As sweet as the look of a lover Saluting the eyes of a maid, That blossom to blue as the maid Is ablush to the glances above her, The sunshine is gilding the glade And lifting the lark out of shade. Sing therefore high praises, and therefore Sing songs that are ancient as gold, Of Earth in her garments of gold; Nor ask of their meaning, nor wherefore They charm as of yore, for behold! The Earth is as fair as of old. Sing songs of the pride of the mountains, And songs of the strength of the seas, And the fountains that fall to the seas From the hands of the hills, and the fountains That shine in the temples of trees, In valleys of roses and bees. Sing songs that are dreamy and tender, Of slender Arabian palms, And shadows that circle the palms, Where caravans, veiled from the splendor, Are kneeling in blossoms and balms, In islands of infinite calms. Barbaric, O Man, was thy runing When mountains were stained as with wine By the dawning of Time, and as wine Were the seas, yet its echoes are crooning, Achant in the gusty pine And the pulse of the poet's line.

YORICK.

  Hard by an excavated street one sat   In solitary session on the sand;   And ever and anon he spake and spat   And spake again—a yellow skull in hand,   To which that retrospective Pioneer   Addressed the few remarks that follow here:   "Who are you? Did you come 'der blains agross,'   Or 'Horn aroundt'? In days o' '49   Did them thar eye-holes see the Southern Cross   From the Antarctic Sea git up an' shine?   Or did you drive a bull team 'all the way   From Pike,' with Mr.
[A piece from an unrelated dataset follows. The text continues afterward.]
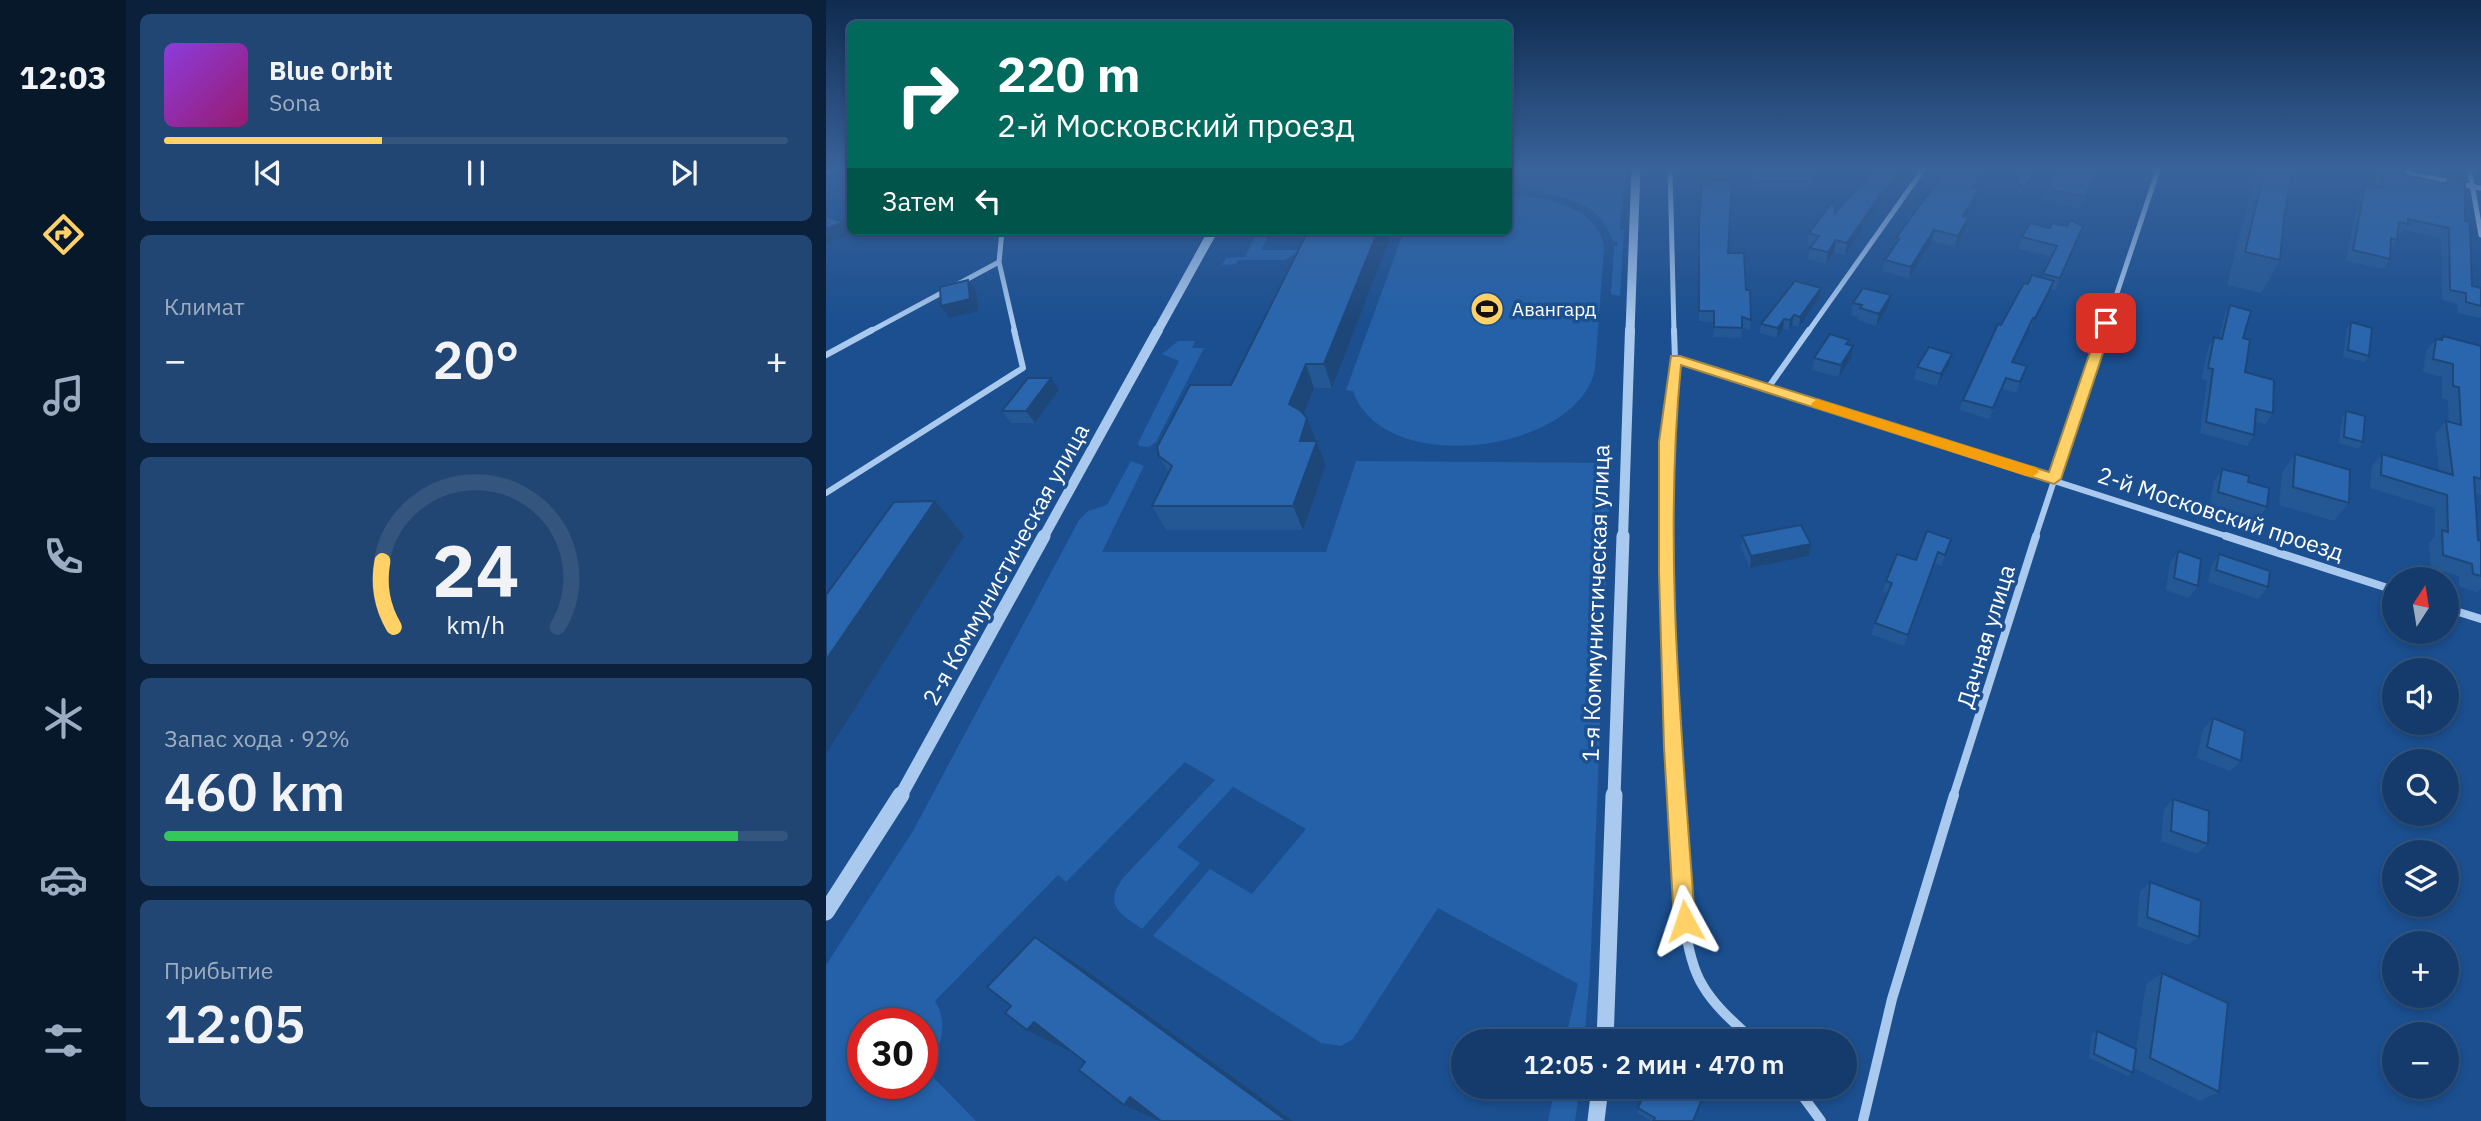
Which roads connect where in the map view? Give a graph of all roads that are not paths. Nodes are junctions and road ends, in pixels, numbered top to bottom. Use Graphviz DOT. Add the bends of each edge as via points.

Joseph Bowers?—say!   "Was you in Frisco when the water came   Up to Montgum'ry street? and do you mind   The time when Peters run the faro game—   Jim Peters from old Mississip—behind   Wells Fargo's, where he subsequent was bust   By Sandy, as regards both bank and crust?   "I wonder was you here when Casey shot   James King o' William? And did you attend   The neck-tie dance ensuin'? I did not,   But j'ined the rush to Go Creek with my friend   Ed'ard McGowan; for we was resolved   In sech diversions not to be involved.   "Maybe I knowed you; seems to me I've seed     Your face afore. I don't forget a face,   But names I disremember—I'm that breed     Of owls. I'm talking some'at into space   An' maybe my remarks is too derned free,   Seein' yer name is unbeknown to me.   "Ther' was a time, I reckon, when I knowed     Nigh onto every dern galoot in town.   That was as late as '50. Now she's growed     Surprisin'! Yes, me an' my pardner, Brown,   Was wide acquainted. If ther' was a cuss   We didn't know, the cause was—he knowed us.   "Maybe you had that claim adjoinin' mine     Up thar in Calaveras. Was it you   To which Long Mary took a mighty shine,     An' throwed squar' off on Jake the Kangaroo?   I guess if she could see ye now she'd take   Her chance o' happiness along o' Jake.   "You ain't so purty now as you was then:     Yer eyes is nothin' but two prospect holes,   An' women which are hitched to better men     Would hardly for sech glances damn their souls,   As Lengthie did. By G——! I hope it's you,   For" (kicks the skull) "I'm Jake the Kangaroo."

A VISION OF DOOM.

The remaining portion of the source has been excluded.